**** RECORDS TO PROCESS
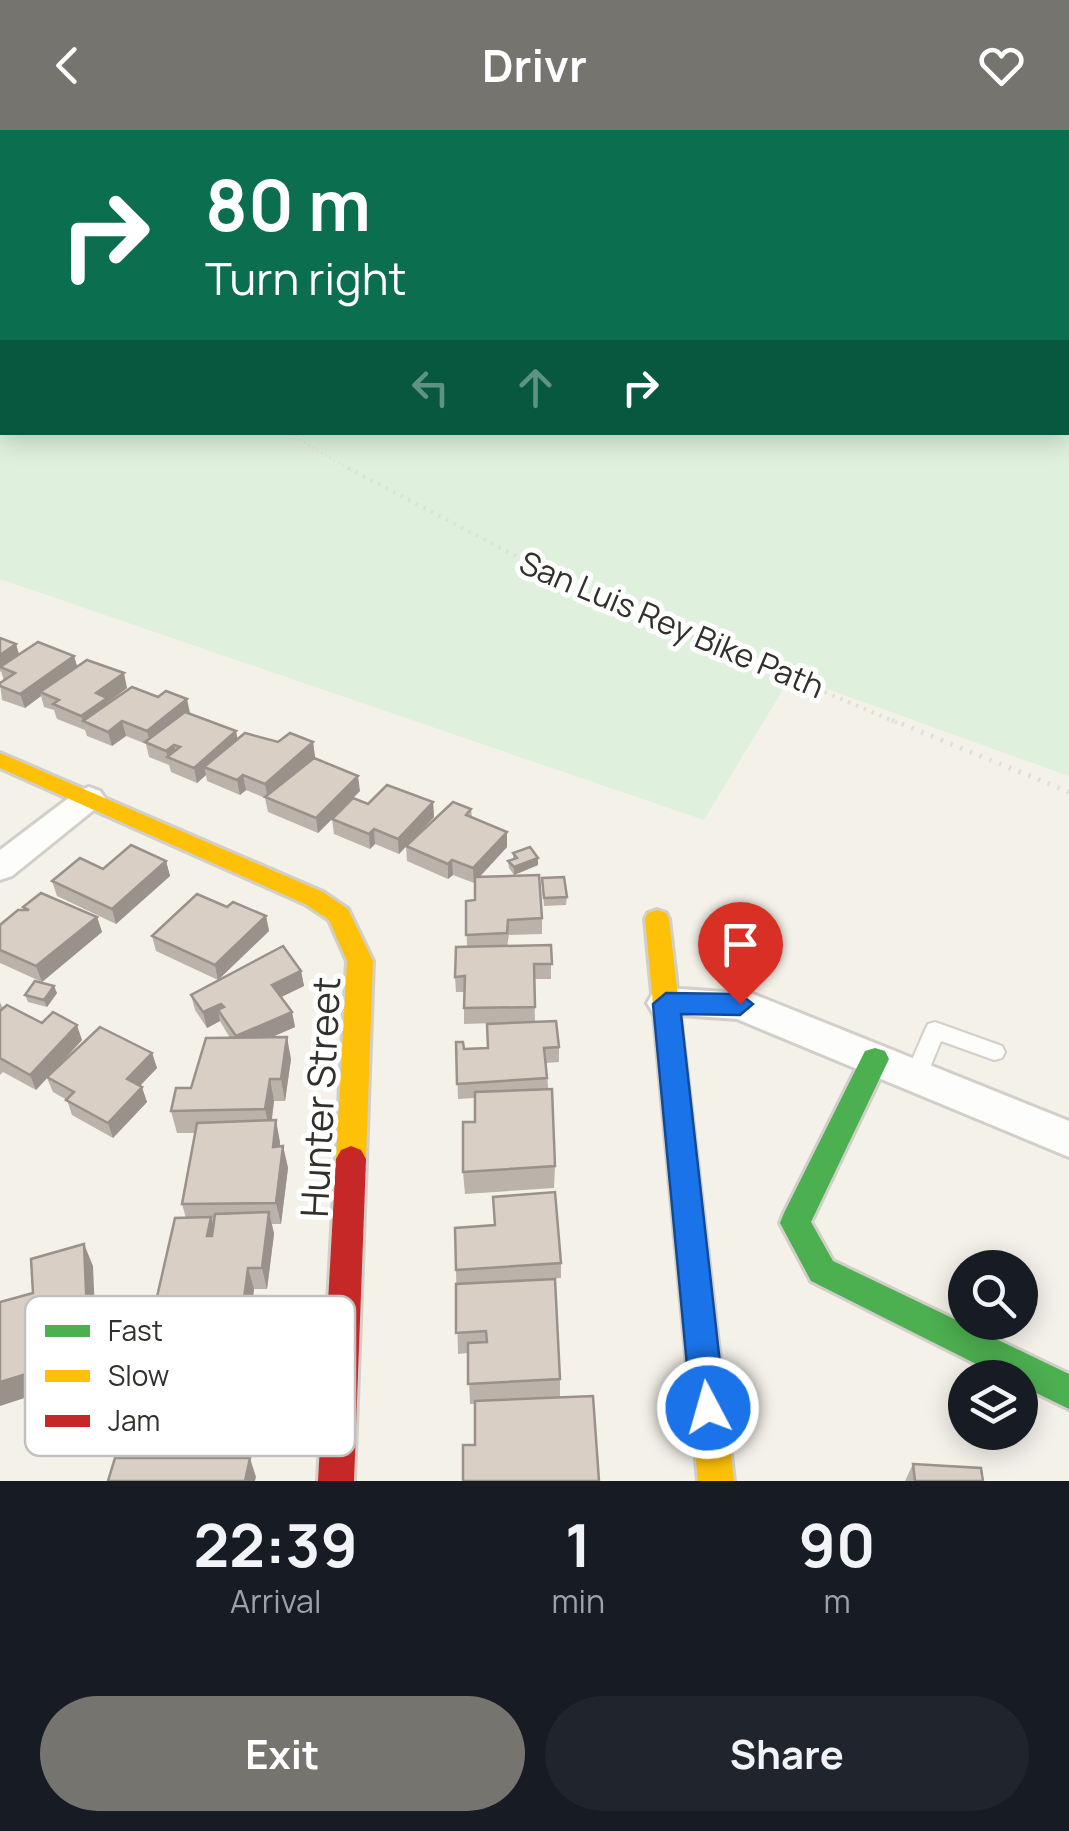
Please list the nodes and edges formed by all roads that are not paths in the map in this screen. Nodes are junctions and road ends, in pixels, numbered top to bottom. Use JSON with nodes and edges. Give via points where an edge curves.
{"nodes":[{"id":1,"x":0,"y":760,"type":"edge"},
{"id":2,"x":89,"y":798,"type":"junction"},
{"id":3,"x":0,"y":868,"type":"edge"},
{"id":4,"x":657,"y":919,"type":"dead end"},
{"id":5,"x":666,"y":1004,"type":"junction"},
{"id":6,"x":994,"y":1052,"type":"dead end"},
{"id":7,"x":875,"y":1059,"type":"junction"},
{"id":8,"x":916,"y":1076,"type":"junction"},
{"id":9,"x":1069,"y":1139,"type":"edge"},
{"id":10,"x":345,"y":1296,"type":"edge"},
{"id":11,"x":1069,"y":1392,"type":"edge"},
{"id":12,"x":337,"y":1456,"type":"edge"},
{"id":13,"x":336,"y":1481,"type":"edge"},
{"id":14,"x":716,"y":1481,"type":"edge"}],
"edges":[{"from":1,"to":2,"type":"street","name":"Hunter Street"},
{"from":2,"to":3,"type":"street"},
{"from":2,"to":10,"type":"street","name":"Hunter Street","via":[[340,915],[360,960]]},
{"from":4,"to":5,"type":"street"},
{"from":5,"to":7,"type":"street","via":[[740,1004]]},
{"from":5,"to":14,"type":"street"},
{"from":6,"to":8,"type":"lane","via":[[935,1030]]},
{"from":7,"to":8,"type":"street"},
{"from":7,"to":11,"type":"street","via":[[795,1223],[822,1271]]},
{"from":8,"to":9,"type":"street"},
{"from":12,"to":13,"type":"street","name":"Hunter Street"}]}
********
> [WORK INSTRUCTIONS] Retype every record as it stands. None of the pictures should appear.

> [REPLY]
Please list the nodes and edges formed by all roads that are not paths in the map in this screen. Nodes are junctions and road ends, in pixels, numbered top to bottom. Use JSON with nodes and edges. Give via points where an edge curves.
{"nodes":[{"id":1,"x":0,"y":760,"type":"edge"},
{"id":2,"x":89,"y":798,"type":"junction"},
{"id":3,"x":0,"y":868,"type":"edge"},
{"id":4,"x":657,"y":919,"type":"dead end"},
{"id":5,"x":666,"y":1004,"type":"junction"},
{"id":6,"x":994,"y":1052,"type":"dead end"},
{"id":7,"x":875,"y":1059,"type":"junction"},
{"id":8,"x":916,"y":1076,"type":"junction"},
{"id":9,"x":1069,"y":1139,"type":"edge"},
{"id":10,"x":345,"y":1296,"type":"edge"},
{"id":11,"x":1069,"y":1392,"type":"edge"},
{"id":12,"x":337,"y":1456,"type":"edge"},
{"id":13,"x":336,"y":1481,"type":"edge"},
{"id":14,"x":716,"y":1481,"type":"edge"}],
"edges":[{"from":1,"to":2,"type":"street","name":"Hunter Street"},
{"from":2,"to":3,"type":"street"},
{"from":2,"to":10,"type":"street","name":"Hunter Street","via":[[340,915],[360,960]]},
{"from":4,"to":5,"type":"street"},
{"from":5,"to":7,"type":"street","via":[[740,1004]]},
{"from":5,"to":14,"type":"street"},
{"from":6,"to":8,"type":"lane","via":[[935,1030]]},
{"from":7,"to":8,"type":"street"},
{"from":7,"to":11,"type":"street","via":[[795,1223],[822,1271]]},
{"from":8,"to":9,"type":"street"},
{"from":12,"to":13,"type":"street","name":"Hunter Street"}]}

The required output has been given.